- Task instructions: Reproduce each record exactly. The pictures should be skipped.

╭──

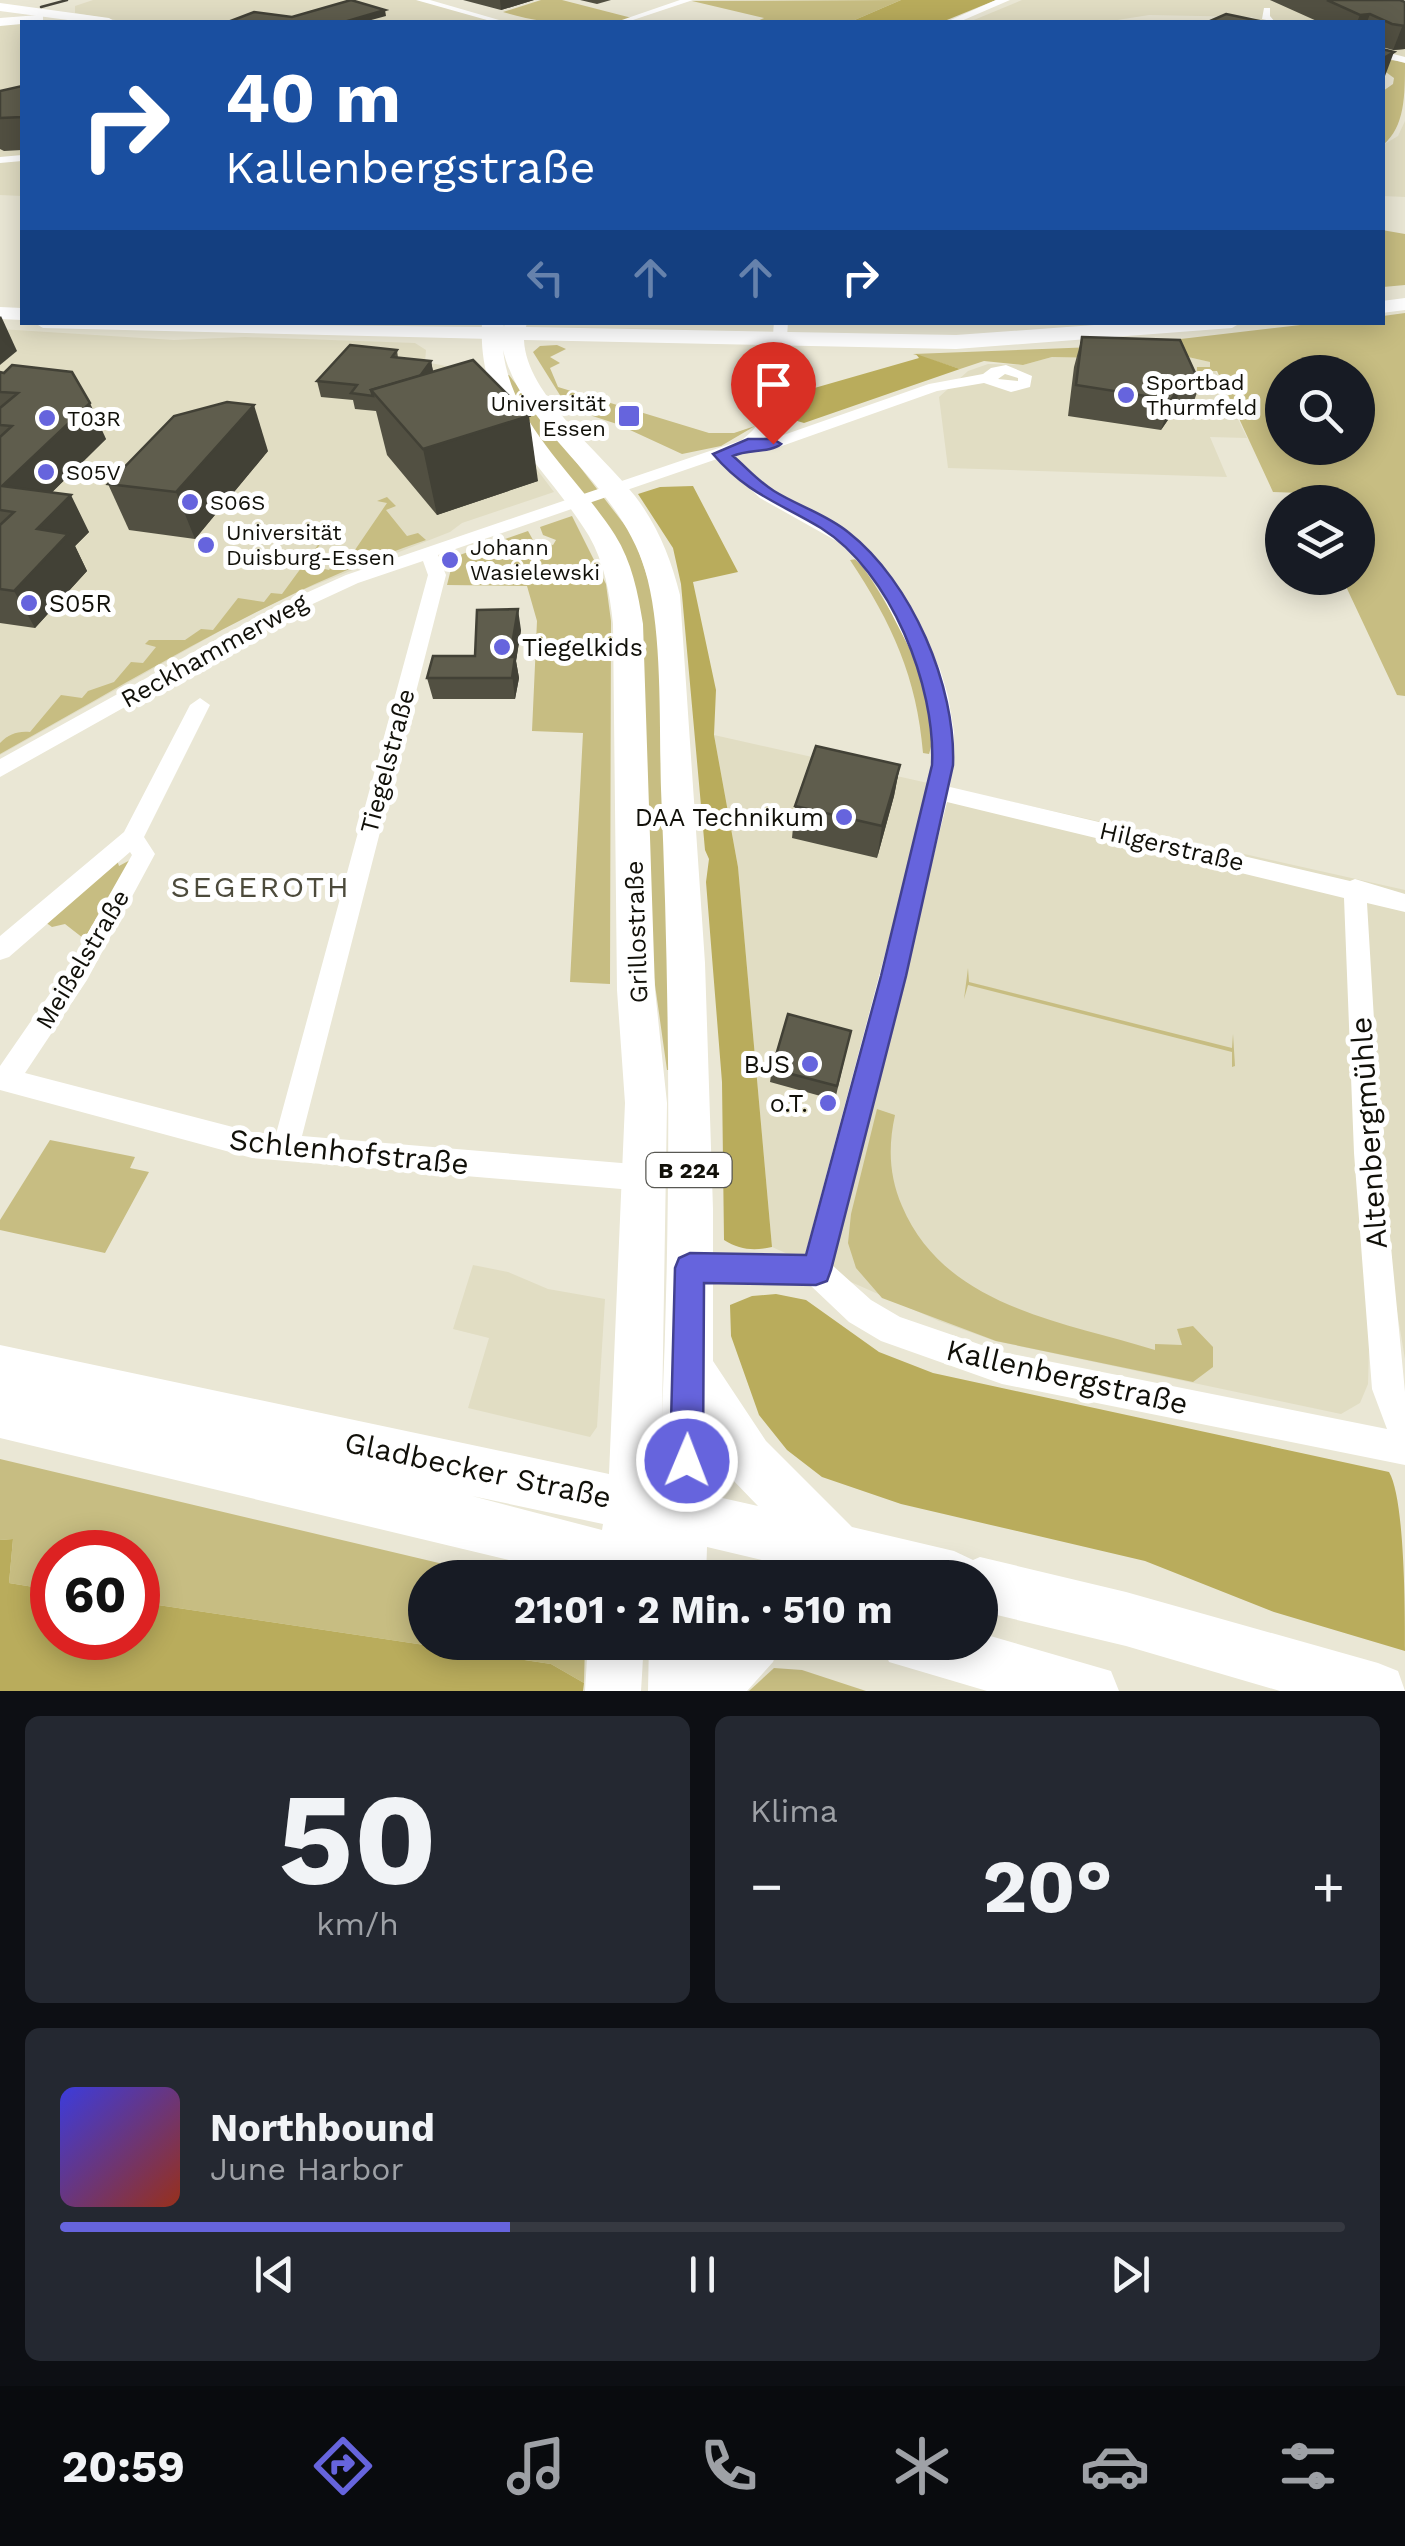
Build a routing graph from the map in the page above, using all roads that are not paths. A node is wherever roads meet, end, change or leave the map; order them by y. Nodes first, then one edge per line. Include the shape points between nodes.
1 (420, 0) edge
2 (689, 0) edge
3 (1005, 0) edge
4 (65, 8) edge
5 (1267, 10) dead end
6 (10, 14) edge
7 (102, 20) edge
8 (495, 20) edge
9 (626, 20) edge
10 (956, 20) edge
11 (1269, 20) edge
12 (178, 325) edge
13 (538, 325) edge
14 (603, 325) edge
15 (1055, 325) edge
16 (1194, 325) edge
17 (504, 326) edge
18 (780, 331) edge
19 (989, 378) dead end
20 (772, 423) junction
21 (803, 432) junction
22 (748, 444) junction
23 (722, 454) junction
24 (428, 552) junction
25 (200, 705) dead end
26 (0, 768) edge
27 (939, 792) junction
28 (132, 838) junction
29 (1355, 888) junction
30 (1405, 902) edge
31 (0, 950) edge
32 (3, 1078) edge
33 (286, 1147) junction
34 (644, 1178) junction
35 (690, 1268) junction
36 (816, 1270) junction
37 (688, 1367) junction
38 (0, 1369) edge
39 (0, 1413) edge
40 (1405, 1435) edge
41 (1405, 1449) edge
42 (631, 1503) junction
43 (684, 1516) junction
44 (836, 1549) junction
45 (612, 1560) edge
46 (646, 1560) edge
47 (658, 1560) edge
48 (881, 1560) edge
49 (998, 1588) edge
50 (615, 1660) edge
51 (677, 1660) edge
52 (734, 1660) edge
53 (976, 1660) edge
54 (613, 1691) edge
55 (676, 1691) edge
56 (716, 1691) edge
57 (1091, 1691) edge
58 (1378, 1691) edge

1 - 8 street
2 - 9 street
3 - 10 street
4 - 6 main road
4 - 6 main road
4 - 7 main road
5 - 11 street
12 - 17 main road
13 - 17 main road
14 - 18 main road
15 - 18 main road
16 - 18 main road via 993,341
17 - 18 main road
17 - 34 main road, Grillostraße / B 224 via 492,358 503,395 603,538 624,596
17 - 35 main road, Grillostraße / B 224 via 531,388 628,504 666,595 688,1038
18 - 20 street via 780,403
19 - 21 street via 934,387
20 - 21 street
20 - 22 street
21 - 22 street via 773,444
22 - 23 street, Reckhammerweg
23 - 24 street, Reckhammerweg
23 - 27 street via 766,494 827,524 882,577 938,696 944,732
24 - 26 street, Reckhammerweg via 284,610
24 - 33 street, Tiegelstraße via 437,574
25 - 28 street, Meißelstraße
27 - 29 street, Hilgerstraße
27 - 36 street
28 - 31 street, Meißelstraße
28 - 32 street, Meißelstraße via 144,854 78,973
29 - 30 street, Hilgerstraße
29 - 40 street, Altenbergmühle via 1388,1389
32 - 33 street, Schlenhofstraße via 234,1142
33 - 34 street, Schlenhofstraße
34 - 42 main road, Grillostraße / B 224
35 - 36 street
35 - 37 main road, Grillostraße / B 224
36 - 41 street, Kallenbergstraße via 892,1330 1002,1368
37 - 43 main road, Grillostraße / B 224
37 - 44 main road via 748,1459
38 - 42 main road, Gladbecker Straße
39 - 45 main road, Gladbecker Straße
42 - 43 main road, Gladbecker Straße
42 - 46 main road, Grillostraße / B 224
43 - 44 main road, Gladbecker Straße
43 - 47 main road, Grillostraße / B 224
44 - 48 main road, Gladbecker Straße
49 - 58 main road
50 - 54 main road
51 - 55 main road
52 - 56 main road
53 - 57 main road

╰──

- Finished exercise:
Build a routing graph from the map in the page above, using all roads that are not paths. A node is wherever roads meet, end, change or leave the map; order them by y. Nodes first, then one edge per line. Include the shape points between nodes.
1 (420, 0) edge
2 (689, 0) edge
3 (1005, 0) edge
4 (65, 8) edge
5 (1267, 10) dead end
6 (10, 14) edge
7 (102, 20) edge
8 (495, 20) edge
9 (626, 20) edge
10 (956, 20) edge
11 (1269, 20) edge
12 (178, 325) edge
13 (538, 325) edge
14 (603, 325) edge
15 (1055, 325) edge
16 (1194, 325) edge
17 (504, 326) edge
18 (780, 331) edge
19 (989, 378) dead end
20 (772, 423) junction
21 (803, 432) junction
22 (748, 444) junction
23 (722, 454) junction
24 (428, 552) junction
25 (200, 705) dead end
26 (0, 768) edge
27 (939, 792) junction
28 (132, 838) junction
29 (1355, 888) junction
30 (1405, 902) edge
31 (0, 950) edge
32 (3, 1078) edge
33 (286, 1147) junction
34 (644, 1178) junction
35 (690, 1268) junction
36 (816, 1270) junction
37 (688, 1367) junction
38 (0, 1369) edge
39 (0, 1413) edge
40 (1405, 1435) edge
41 (1405, 1449) edge
42 (631, 1503) junction
43 (684, 1516) junction
44 (836, 1549) junction
45 (612, 1560) edge
46 (646, 1560) edge
47 (658, 1560) edge
48 (881, 1560) edge
49 (998, 1588) edge
50 (615, 1660) edge
51 (677, 1660) edge
52 (734, 1660) edge
53 (976, 1660) edge
54 (613, 1691) edge
55 (676, 1691) edge
56 (716, 1691) edge
57 (1091, 1691) edge
58 (1378, 1691) edge

1 - 8 street
2 - 9 street
3 - 10 street
4 - 6 main road
4 - 6 main road
4 - 7 main road
5 - 11 street
12 - 17 main road
13 - 17 main road
14 - 18 main road
15 - 18 main road
16 - 18 main road via 993,341
17 - 18 main road
17 - 34 main road, Grillostraße / B 224 via 492,358 503,395 603,538 624,596
17 - 35 main road, Grillostraße / B 224 via 531,388 628,504 666,595 688,1038
18 - 20 street via 780,403
19 - 21 street via 934,387
20 - 21 street
20 - 22 street
21 - 22 street via 773,444
22 - 23 street, Reckhammerweg
23 - 24 street, Reckhammerweg
23 - 27 street via 766,494 827,524 882,577 938,696 944,732
24 - 26 street, Reckhammerweg via 284,610
24 - 33 street, Tiegelstraße via 437,574
25 - 28 street, Meißelstraße
27 - 29 street, Hilgerstraße
27 - 36 street
28 - 31 street, Meißelstraße
28 - 32 street, Meißelstraße via 144,854 78,973
29 - 30 street, Hilgerstraße
29 - 40 street, Altenbergmühle via 1388,1389
32 - 33 street, Schlenhofstraße via 234,1142
33 - 34 street, Schlenhofstraße
34 - 42 main road, Grillostraße / B 224
35 - 36 street
35 - 37 main road, Grillostraße / B 224
36 - 41 street, Kallenbergstraße via 892,1330 1002,1368
37 - 43 main road, Grillostraße / B 224
37 - 44 main road via 748,1459
38 - 42 main road, Gladbecker Straße
39 - 45 main road, Gladbecker Straße
42 - 43 main road, Gladbecker Straße
42 - 46 main road, Grillostraße / B 224
43 - 44 main road, Gladbecker Straße
43 - 47 main road, Grillostraße / B 224
44 - 48 main road, Gladbecker Straße
49 - 58 main road
50 - 54 main road
51 - 55 main road
52 - 56 main road
53 - 57 main road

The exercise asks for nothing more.